Where did you go to find a movie based on a Philip K. Dick book? Did you rent or purchase a DVD, or did you view it digitally on your computer using Netflix or a similar vendor of video-on-demand?

Last blog, I mentioned the futuristic technology found on the Minority Report.  I viewed that movie on Netflix.  Netflix was the easiest method to view the movie because it was immediately viewable on my television through my PlayStation 3 gaming system.  Netflix is also available through my Roku box, tablets, smartphones, laptops, and desktop.  Going to a video store to rent a DVD—though it is down the street where I live—is inconvenient when compared to the immediate access through a video-on-demand (VOD) services like Netflix.

Is the current competition between DVDs and video-on-demand an example of increasing returns or Red Queens? Justify your response with sound reasoning and specific examples.

Thornburg (2008) noted that Red Queens are ideas that are constantly improving to maintain their strategic competitiveness.  In this case, DVDs are not improving their quality.  In fact, DVDs are capped in their quality (480p) and bitrate.  Netflix offers some content in the new 4K (2160p) market, and most content are available in 1080p, though this depends on the availability of high-speed Internet.  Netflix is improving its services while DVDs are not maintaining its competitive edge.  The idea of Red Queens is that both technologies remain competitive with each other.netflix-logo

The competition between DVDs and VOD is an example of increasing returns and not of Red Queens.  Arthur (1996) posited that increasing returns occurs when the markets tilt in favor of the idea that gets ahead.  VOD services like Netflix, Hulu, Amazon Prime, Vudu, Crackle, Crunchroll, and Redbox Instant have improved their quality of service by reducing load times and increasing their data compression methods to offer higher quality viewing.  DVD stores like Blockbuster are closing shop because VOD services have edged forward (Moss, 2013; Stelter, 2013).  VOD companies are dominating the market and driving DVDs out is a prime example of increasing returns.

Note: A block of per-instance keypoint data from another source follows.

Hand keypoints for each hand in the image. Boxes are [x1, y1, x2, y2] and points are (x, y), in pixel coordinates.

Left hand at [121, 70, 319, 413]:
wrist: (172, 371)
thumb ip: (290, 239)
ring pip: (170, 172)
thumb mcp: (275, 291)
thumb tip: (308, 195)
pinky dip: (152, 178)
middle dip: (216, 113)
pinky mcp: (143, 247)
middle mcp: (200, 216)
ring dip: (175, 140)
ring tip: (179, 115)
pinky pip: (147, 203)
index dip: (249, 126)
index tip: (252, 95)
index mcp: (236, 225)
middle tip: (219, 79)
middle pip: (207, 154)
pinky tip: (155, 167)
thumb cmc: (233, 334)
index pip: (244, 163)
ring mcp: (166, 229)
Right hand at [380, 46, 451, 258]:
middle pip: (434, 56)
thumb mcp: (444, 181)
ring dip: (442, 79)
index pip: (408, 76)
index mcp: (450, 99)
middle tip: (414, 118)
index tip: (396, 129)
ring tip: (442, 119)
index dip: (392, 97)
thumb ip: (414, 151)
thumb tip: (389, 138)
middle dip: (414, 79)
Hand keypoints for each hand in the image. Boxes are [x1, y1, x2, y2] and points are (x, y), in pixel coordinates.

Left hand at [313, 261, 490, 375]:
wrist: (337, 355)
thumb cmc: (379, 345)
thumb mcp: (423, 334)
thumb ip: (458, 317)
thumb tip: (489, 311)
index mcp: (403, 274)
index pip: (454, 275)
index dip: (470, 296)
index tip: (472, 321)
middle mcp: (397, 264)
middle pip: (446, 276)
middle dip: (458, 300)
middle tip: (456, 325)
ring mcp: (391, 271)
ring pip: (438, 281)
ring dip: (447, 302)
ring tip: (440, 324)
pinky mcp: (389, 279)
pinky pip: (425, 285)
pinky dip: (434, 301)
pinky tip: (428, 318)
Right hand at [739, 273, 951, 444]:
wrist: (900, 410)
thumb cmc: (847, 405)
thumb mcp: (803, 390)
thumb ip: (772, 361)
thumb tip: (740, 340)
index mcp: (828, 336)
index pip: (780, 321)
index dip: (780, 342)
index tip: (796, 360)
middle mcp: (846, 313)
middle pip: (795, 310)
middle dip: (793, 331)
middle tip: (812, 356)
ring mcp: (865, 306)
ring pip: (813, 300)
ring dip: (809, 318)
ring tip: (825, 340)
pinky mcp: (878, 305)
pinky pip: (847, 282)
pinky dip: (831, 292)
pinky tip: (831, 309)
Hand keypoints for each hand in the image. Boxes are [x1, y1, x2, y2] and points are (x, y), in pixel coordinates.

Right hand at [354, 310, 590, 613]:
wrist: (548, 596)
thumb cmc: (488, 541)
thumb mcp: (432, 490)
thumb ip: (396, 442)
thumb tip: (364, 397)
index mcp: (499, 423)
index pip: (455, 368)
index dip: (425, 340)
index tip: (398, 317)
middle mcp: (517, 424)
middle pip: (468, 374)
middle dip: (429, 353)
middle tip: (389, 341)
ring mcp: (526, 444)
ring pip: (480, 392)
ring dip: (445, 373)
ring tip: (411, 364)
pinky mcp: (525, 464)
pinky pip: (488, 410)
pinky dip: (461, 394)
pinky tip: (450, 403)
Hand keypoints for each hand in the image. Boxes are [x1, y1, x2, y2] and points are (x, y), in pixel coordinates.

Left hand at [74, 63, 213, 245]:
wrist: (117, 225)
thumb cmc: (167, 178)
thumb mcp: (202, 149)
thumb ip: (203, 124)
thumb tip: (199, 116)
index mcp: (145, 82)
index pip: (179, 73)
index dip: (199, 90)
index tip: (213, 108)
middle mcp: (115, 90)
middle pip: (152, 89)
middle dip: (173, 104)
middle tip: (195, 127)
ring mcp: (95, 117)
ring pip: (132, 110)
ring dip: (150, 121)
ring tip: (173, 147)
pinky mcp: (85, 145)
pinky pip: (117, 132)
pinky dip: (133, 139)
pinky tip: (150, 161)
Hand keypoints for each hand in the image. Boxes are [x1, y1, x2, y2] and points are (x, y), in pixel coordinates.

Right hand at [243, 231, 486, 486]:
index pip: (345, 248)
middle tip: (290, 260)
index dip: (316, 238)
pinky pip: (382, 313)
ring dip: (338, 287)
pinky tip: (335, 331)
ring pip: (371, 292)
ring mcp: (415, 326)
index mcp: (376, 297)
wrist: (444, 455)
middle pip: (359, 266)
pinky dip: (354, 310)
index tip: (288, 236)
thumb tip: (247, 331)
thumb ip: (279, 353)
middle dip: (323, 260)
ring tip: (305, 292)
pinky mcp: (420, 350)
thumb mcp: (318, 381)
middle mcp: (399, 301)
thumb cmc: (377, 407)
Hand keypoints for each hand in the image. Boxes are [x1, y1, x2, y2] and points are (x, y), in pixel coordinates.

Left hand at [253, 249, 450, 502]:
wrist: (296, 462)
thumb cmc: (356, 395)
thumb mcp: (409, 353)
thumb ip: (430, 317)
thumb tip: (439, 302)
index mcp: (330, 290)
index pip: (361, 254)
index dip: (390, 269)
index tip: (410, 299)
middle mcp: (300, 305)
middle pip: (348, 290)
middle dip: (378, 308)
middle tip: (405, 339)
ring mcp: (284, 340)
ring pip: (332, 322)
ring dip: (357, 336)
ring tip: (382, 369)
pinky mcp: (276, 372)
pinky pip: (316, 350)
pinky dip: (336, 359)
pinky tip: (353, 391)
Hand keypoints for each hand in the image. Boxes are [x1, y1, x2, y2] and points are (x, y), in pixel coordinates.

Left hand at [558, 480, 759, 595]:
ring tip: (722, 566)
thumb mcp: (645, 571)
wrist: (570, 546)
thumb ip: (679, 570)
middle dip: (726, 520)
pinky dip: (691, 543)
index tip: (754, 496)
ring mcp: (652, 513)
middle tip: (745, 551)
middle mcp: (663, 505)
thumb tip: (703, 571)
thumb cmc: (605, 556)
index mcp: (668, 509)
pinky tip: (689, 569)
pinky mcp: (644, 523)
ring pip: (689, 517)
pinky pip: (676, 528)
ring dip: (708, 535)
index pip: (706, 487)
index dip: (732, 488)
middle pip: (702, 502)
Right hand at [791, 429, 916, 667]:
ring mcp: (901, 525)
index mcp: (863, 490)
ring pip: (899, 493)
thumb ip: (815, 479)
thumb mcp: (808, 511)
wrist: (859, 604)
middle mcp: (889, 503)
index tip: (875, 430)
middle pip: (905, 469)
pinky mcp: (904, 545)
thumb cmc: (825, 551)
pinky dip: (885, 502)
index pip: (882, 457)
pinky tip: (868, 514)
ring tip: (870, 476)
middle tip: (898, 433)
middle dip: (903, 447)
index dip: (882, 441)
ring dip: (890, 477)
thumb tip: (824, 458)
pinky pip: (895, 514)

On a side note, Blu-ray discs are also on their way out as VOD quality improves.  Blu-ray discs currently offer superior video and audio quality when compared to VOD services; however, Blu-ray discs cannot play on tablets and Roku-like devices that VOD services are found on.

Where do you think DVDs and video-on-demand are on the four criteria of McLuhan’s tetrad?

Based on McLuhan’s tetrad, VOD reverses DVDs.  DVDs are made obsolete by VOD because VOD is convenient, can be played on any device, and monthly costs make this a cheaper alternative to collecting and storing DVDs.

References

Arthur, W. B. (1996). Increasing returns and the new world of business. Harvard Business Review74(4), 100−109.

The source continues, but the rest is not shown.